Saved entries
• • • • • • •

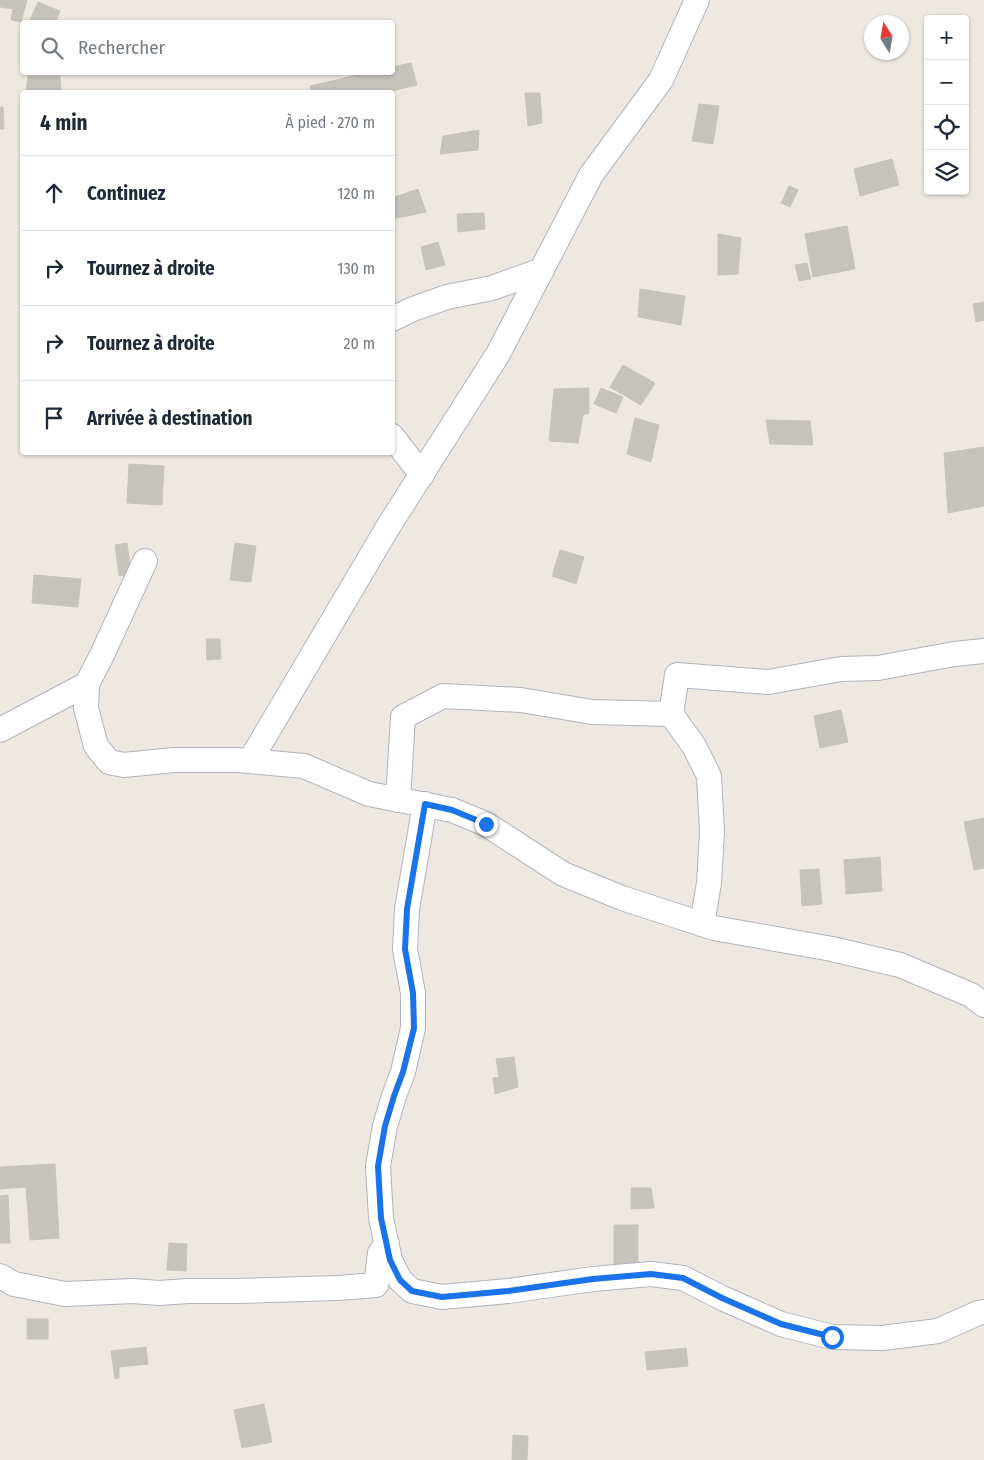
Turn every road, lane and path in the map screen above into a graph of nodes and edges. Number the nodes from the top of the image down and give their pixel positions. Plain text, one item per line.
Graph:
1 (698, 0) edge
2 (542, 270) junction
3 (395, 318) edge
4 (395, 440) edge
5 (422, 475) junction
6 (146, 561) dead end
7 (984, 651) edge
8 (87, 684) junction
9 (671, 714) junction
10 (0, 730) edge
11 (250, 762) junction
12 (398, 800) junction
13 (425, 804) junction
14 (702, 924) junction
15 (984, 1005) edge
16 (387, 1244) junction
17 (0, 1276) edge
18 (984, 1312) edge

1 - 2 street
2 - 3 street
2 - 5 street
4 - 5 street
5 - 11 street
6 - 8 street
7 - 9 street
8 - 10 street
8 - 11 street
9 - 12 street
9 - 14 street
11 - 12 street
12 - 13 street
13 - 14 street
13 - 16 street
14 - 15 street
16 - 17 street
16 - 18 street

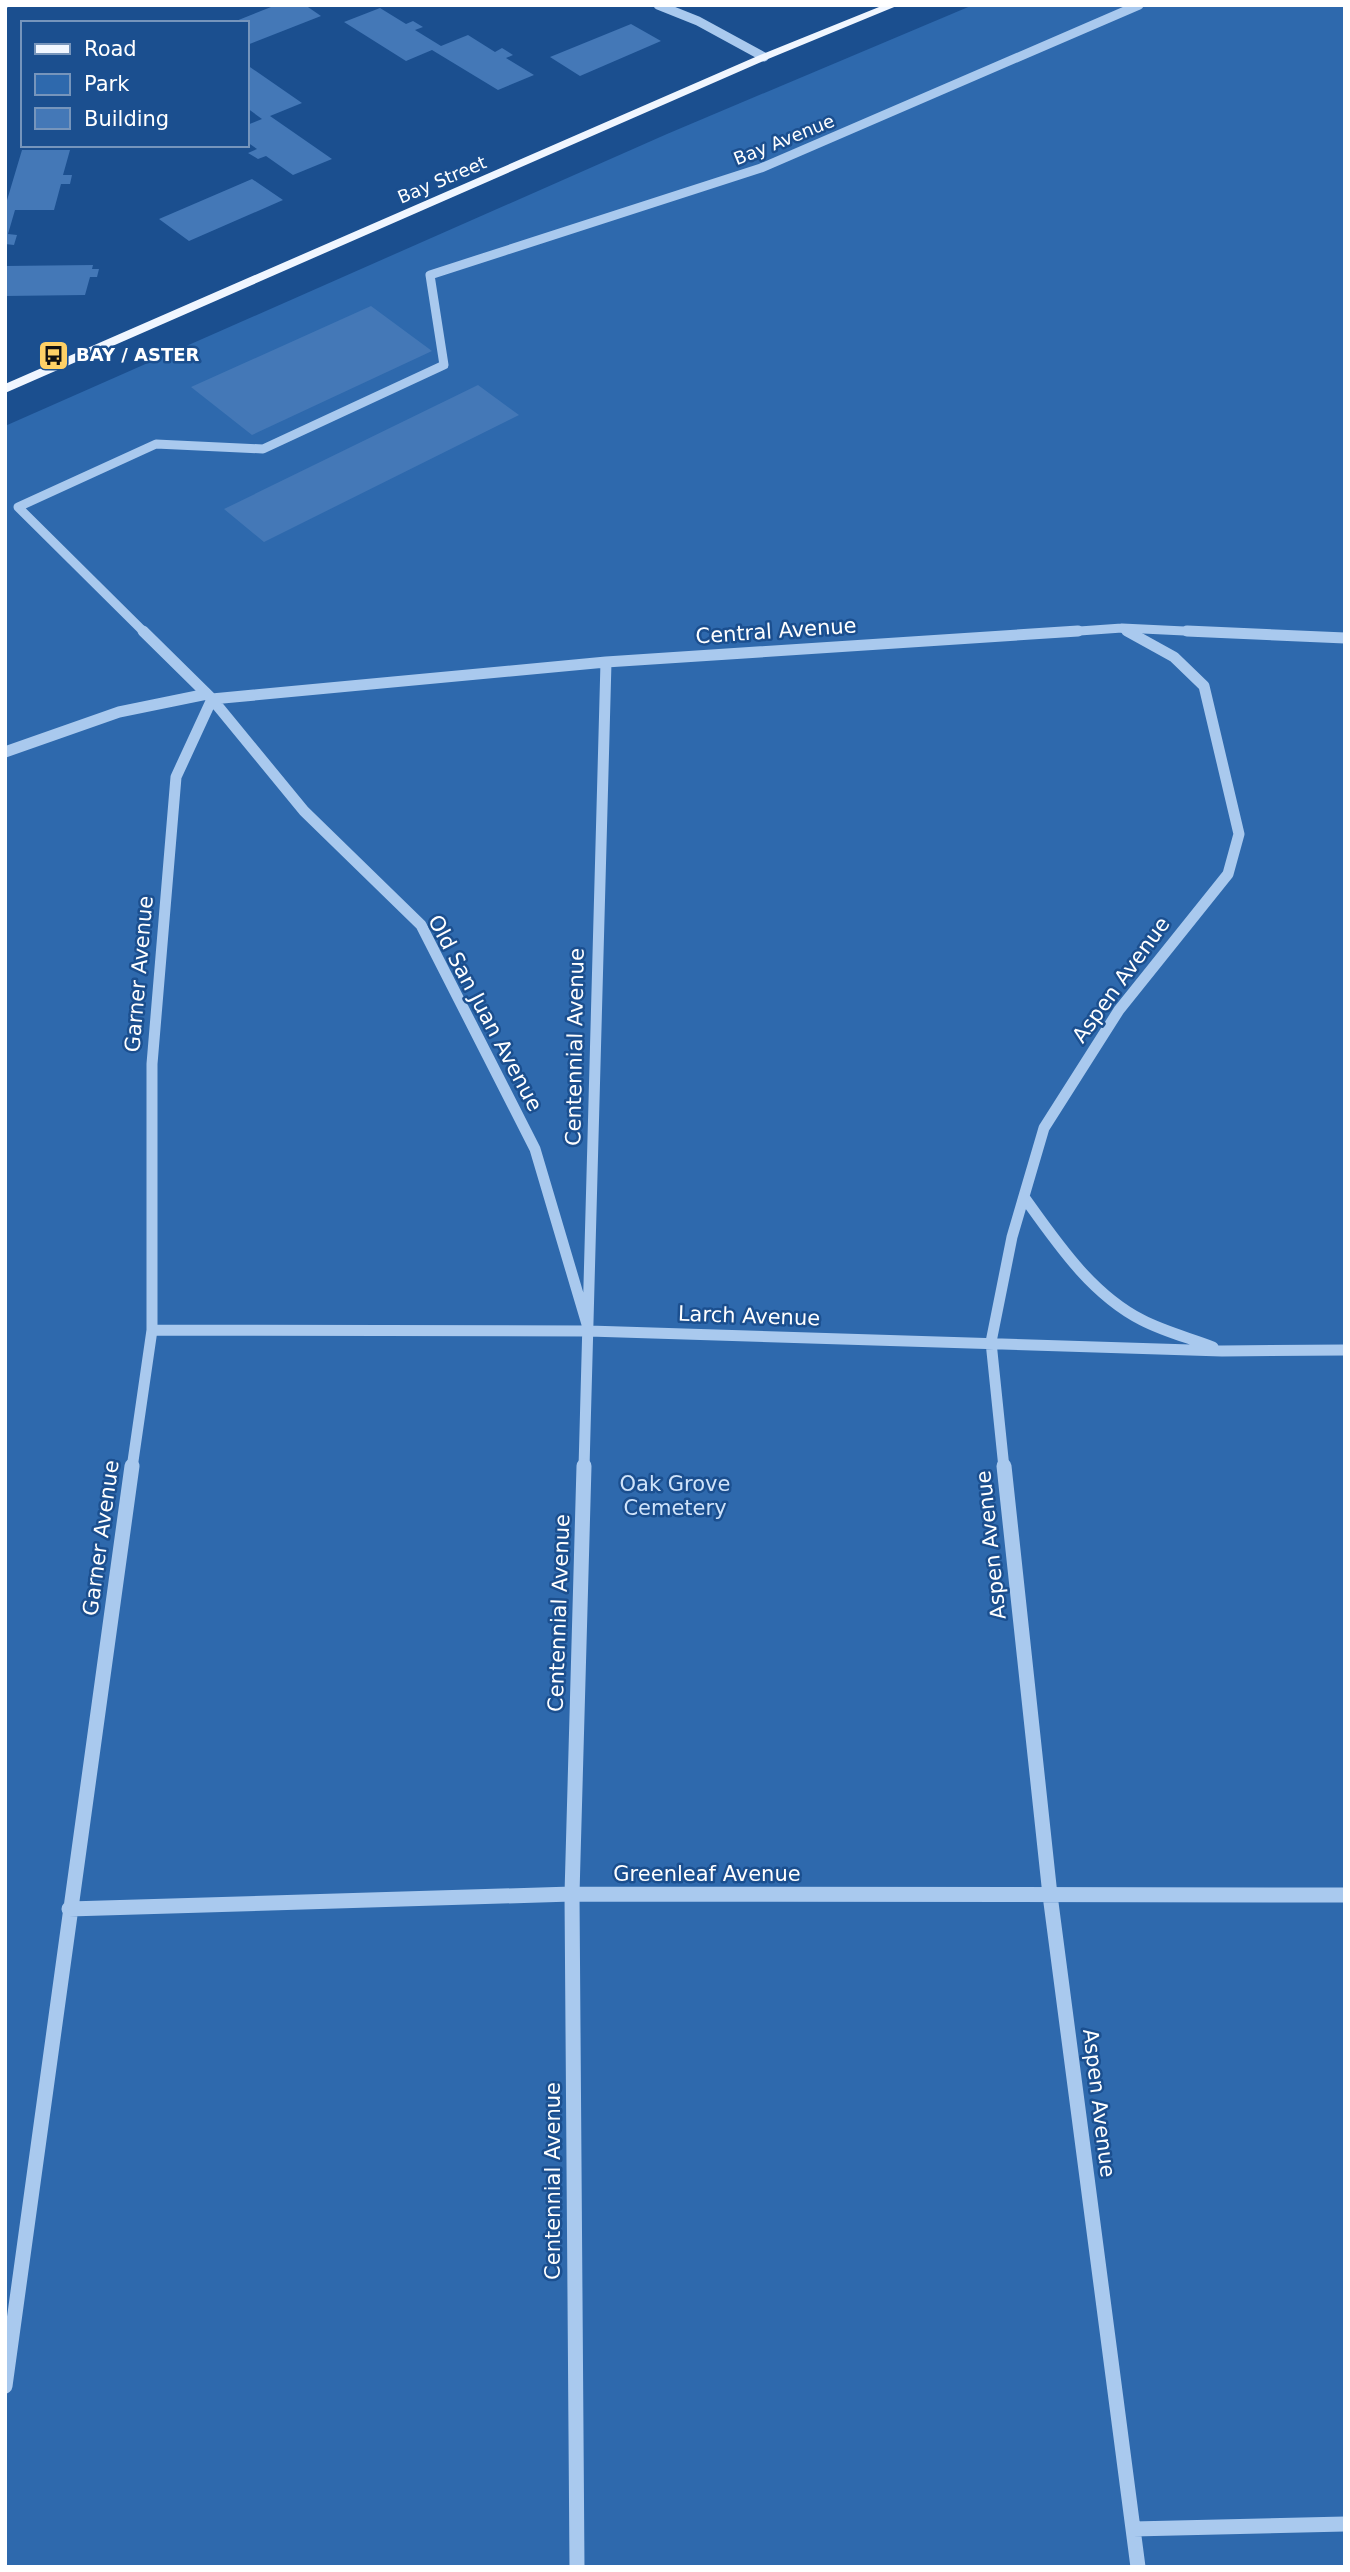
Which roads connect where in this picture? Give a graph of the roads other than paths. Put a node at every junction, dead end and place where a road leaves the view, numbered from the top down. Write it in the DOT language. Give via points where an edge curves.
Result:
graph roads {
  1 [pos="658,5"];
  2 [pos="894,5"];
  3 [pos="1139,5"];
  4 [pos="764,57"];
  5 [pos="430,275"];
  6 [pos="5,389"];
  7 [pos="1122,628"];
  8 [pos="1345,638"];
  9 [pos="606,662"];
  10 [pos="209,696"];
  11 [pos="5,752"];
  12 [pos="1024,1197"];
  13 [pos="152,1330"];
  14 [pos="589,1331"];
  15 [pos="991,1342"];
  16 [pos="1345,1350"];
  17 [pos="1222,1351"];
  18 [pos="572,1894"];
  19 [pos="1050,1895"];
  20 [pos="1345,1895"];
  21 [pos="69,1909"];
  22 [pos="5,2386"];
  23 [pos="1345,2524"];
  24 [pos="1133,2529"];
  25 [pos="576,2567"];
  26 [pos="1138,2567"];
  1 -- 4 [label="street"];
  2 -- 4 [label="main road, Bay Street"];
  3 -- 5 [label="street, Bay Avenue" via="761,168"];
  4 -- 6 [label="main road, Bay Street"];
  5 -- 10 [label="street, Old San Juan Avenue" via="444,365 263,449 156,444 18,507"];
  7 -- 8 [label="street, Central Avenue"];
  7 -- 9 [label="street, Central Avenue"];
  7 -- 12 [label="street, Aspen Avenue" via="1174,657 1204,686 1239,834 1227,874 1119,1010 1044,1128"];
  9 -- 10 [label="street, Central Avenue"];
  9 -- 14 [label="street, Centennial Avenue"];
  10 -- 11 [label="street, Central Avenue" via="119,712"];
  10 -- 13 [label="street, Garner Avenue" via="176,777 152,1064"];
  10 -- 14 [label="street, Old San Juan Avenue" via="304,811 421,925 535,1149"];
  12 -- 15 [label="street, Aspen Avenue"];
  12 -- 17 [label="street" via="1098,1290 1141,1320"];
  13 -- 14 [label="street, Larch Avenue"];
  13 -- 21 [label="street, Garner Avenue"];
  14 -- 15 [label="street, Larch Avenue"];
  14 -- 18 [label="street, Centennial Avenue"];
  15 -- 17 [label="street, Larch Avenue"];
  15 -- 19 [label="street, Aspen Avenue"];
  16 -- 17 [label="street, Larch Avenue"];
  18 -- 19 [label="lane, Greenleaf Avenue"];
  18 -- 21 [label="lane, Greenleaf Avenue"];
  18 -- 25 [label="street, Centennial Avenue"];
  19 -- 20 [label="lane, Greenleaf Avenue"];
  19 -- 24 [label="street, Aspen Avenue"];
  21 -- 22 [label="street, Garner Avenue"];
  23 -- 24 [label="street"];
  24 -- 26 [label="street, Aspen Avenue"];
}
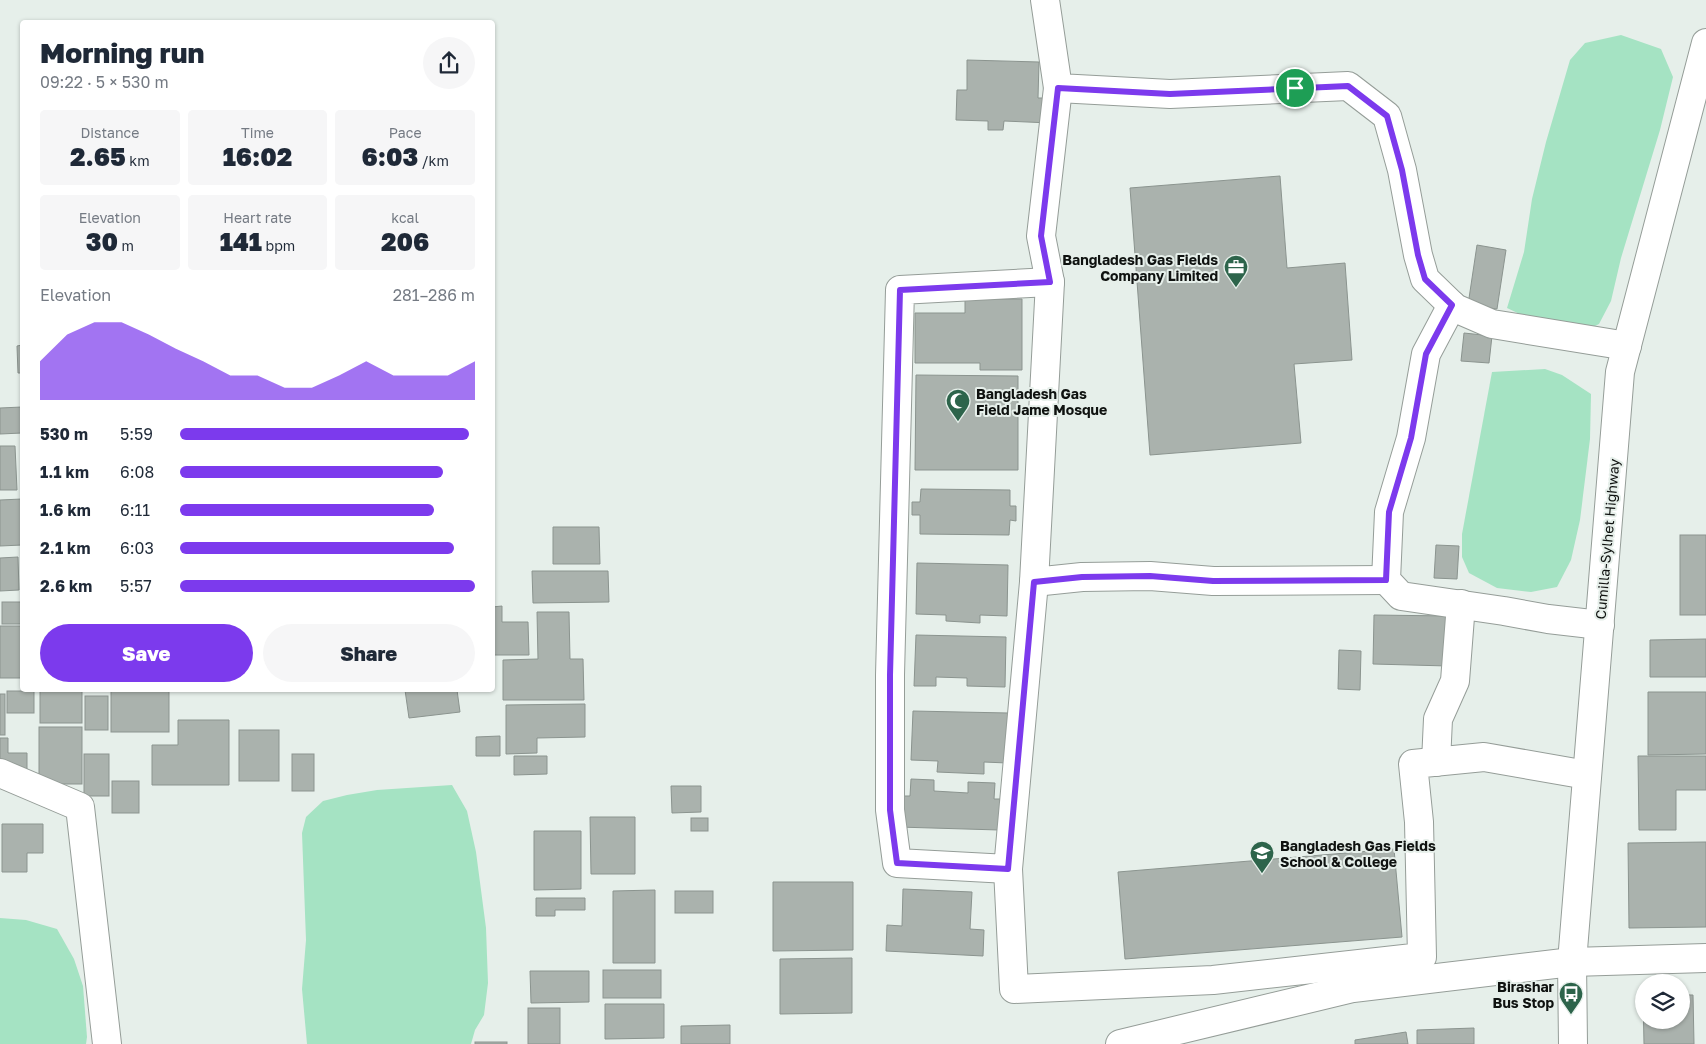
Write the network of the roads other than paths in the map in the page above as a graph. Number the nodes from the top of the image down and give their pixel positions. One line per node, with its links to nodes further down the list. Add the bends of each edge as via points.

• • • • • • •

Look through the entries and work out how many lines have the word "down" in them; reply with that number only.

3